Empathic connections in soulmate relationships can be one of the most challenging parts of the relationship itself. Soulmates often have a hard time dealing with the intensity of their emotions. But when you add an empathic connection it can easily cause unnecessary heartache, drama, and misunderstandings.
EMPATHIC CONNECTIONS ARE FOR…
That is not what empathic connections are for. They’re supposed to be a tool to enrich the soul connection. But often it becomes what feels like for many, a curse. Most people we speak with, or who write to us, express how the emotions they’re experiencing have been difficult, to say the least. They were not ready, nor strong enough, for the tidal waves of emotion, both good and bad.
Empathic connections in soulmate relationships allow each soulmate to feel the same emotions their soulmate. And this is sometimes or all the time. This can be exceptionally inconvenient, especially since you have no control over when it happens. You can be in the middle of a joyous event, yet suddenly be overcome with such sadness you feel like crying. And you may even begin crying!

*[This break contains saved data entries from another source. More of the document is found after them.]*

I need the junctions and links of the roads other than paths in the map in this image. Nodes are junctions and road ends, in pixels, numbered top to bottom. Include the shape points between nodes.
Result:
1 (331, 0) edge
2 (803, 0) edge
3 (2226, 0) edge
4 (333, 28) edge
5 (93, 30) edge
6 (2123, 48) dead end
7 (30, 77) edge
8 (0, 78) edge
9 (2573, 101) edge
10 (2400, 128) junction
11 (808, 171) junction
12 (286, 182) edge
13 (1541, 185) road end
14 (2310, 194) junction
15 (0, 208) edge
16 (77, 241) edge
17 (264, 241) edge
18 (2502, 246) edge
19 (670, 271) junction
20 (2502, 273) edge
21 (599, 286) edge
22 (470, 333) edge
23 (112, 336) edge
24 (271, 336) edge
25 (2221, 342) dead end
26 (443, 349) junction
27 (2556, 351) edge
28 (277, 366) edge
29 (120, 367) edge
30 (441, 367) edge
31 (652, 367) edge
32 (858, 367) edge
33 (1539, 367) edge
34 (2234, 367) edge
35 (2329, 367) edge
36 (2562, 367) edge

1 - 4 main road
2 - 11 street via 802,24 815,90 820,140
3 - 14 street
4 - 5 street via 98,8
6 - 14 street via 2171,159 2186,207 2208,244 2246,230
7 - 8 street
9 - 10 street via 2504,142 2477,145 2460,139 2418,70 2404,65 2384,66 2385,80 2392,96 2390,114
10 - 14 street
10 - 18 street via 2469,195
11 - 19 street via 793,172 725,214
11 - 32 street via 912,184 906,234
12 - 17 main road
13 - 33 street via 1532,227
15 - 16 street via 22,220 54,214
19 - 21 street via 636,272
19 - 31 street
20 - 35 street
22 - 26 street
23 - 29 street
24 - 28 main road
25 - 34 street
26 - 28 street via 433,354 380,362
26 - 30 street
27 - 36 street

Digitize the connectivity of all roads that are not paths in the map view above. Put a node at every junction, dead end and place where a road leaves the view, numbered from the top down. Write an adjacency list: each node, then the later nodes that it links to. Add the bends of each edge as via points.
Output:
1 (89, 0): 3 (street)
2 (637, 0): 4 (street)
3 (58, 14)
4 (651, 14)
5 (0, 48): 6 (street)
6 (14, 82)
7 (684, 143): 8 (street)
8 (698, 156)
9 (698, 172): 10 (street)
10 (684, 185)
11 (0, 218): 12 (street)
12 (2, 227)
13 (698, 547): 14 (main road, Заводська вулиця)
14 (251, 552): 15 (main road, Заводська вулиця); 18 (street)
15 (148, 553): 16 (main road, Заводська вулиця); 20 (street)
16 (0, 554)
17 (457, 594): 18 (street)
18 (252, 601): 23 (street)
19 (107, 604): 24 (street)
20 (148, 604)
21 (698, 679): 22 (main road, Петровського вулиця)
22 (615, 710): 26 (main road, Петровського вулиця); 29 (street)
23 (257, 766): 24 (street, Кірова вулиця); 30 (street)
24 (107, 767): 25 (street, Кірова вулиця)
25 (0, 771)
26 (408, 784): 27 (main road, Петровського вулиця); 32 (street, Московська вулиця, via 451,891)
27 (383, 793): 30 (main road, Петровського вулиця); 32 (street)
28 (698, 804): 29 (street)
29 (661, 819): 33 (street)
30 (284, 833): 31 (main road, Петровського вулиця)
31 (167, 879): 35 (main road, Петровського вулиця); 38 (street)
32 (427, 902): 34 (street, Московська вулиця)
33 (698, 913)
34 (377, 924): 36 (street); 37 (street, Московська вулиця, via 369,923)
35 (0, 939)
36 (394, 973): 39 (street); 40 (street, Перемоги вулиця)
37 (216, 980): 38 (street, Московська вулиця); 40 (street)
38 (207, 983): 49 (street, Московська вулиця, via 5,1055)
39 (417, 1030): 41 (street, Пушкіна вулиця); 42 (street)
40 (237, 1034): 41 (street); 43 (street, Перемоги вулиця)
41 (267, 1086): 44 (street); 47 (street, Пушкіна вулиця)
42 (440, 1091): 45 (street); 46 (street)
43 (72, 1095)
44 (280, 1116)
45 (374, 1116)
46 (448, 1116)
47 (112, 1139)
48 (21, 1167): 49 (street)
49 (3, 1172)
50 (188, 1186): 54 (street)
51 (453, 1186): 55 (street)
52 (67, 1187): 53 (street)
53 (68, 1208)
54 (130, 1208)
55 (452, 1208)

Now, before you question your sanity, or emotional state, understand this is normal when you share empathy with someone. Don’t try to rationalize it or come up with a reason you should feel emotions that don’t belong to you. When you do that, all you’re doing is adding to those feelings. And this can be emotionally debilitating. It takes some practice. And you have to train yourself to accept the message you’re being given. But don’t allow yourself to be overcome by it. Create a mantra for yourself, such as “this does not belong to me” when the feelings first start.
THE CONNECTION IS A GIFT
After some practice you will be able to keep a certain distance from these emotions coming at you out of nowhere. From there you can use this as a tool to gain further insight and understanding towards your soulmate. When partners are in-tune with one another their relationship is more compassionate, understanding and supportive. They know when to reach out to one another, and when to offer a hug or shoulder to cry on. It’s another way to be their for their soulmate when they need them.
Empathic connections between soulmates are still strong even when the couple is separated by continents, or a break-up. They do not have to be together to share the emotions of one another. And this can be a big help when they’re apart. It can provide a deeper insight into their partner when they cannot be their physically for them. It can also give them the validation that the relationship is not truly over and that a chance of reconciliation may be coming soon.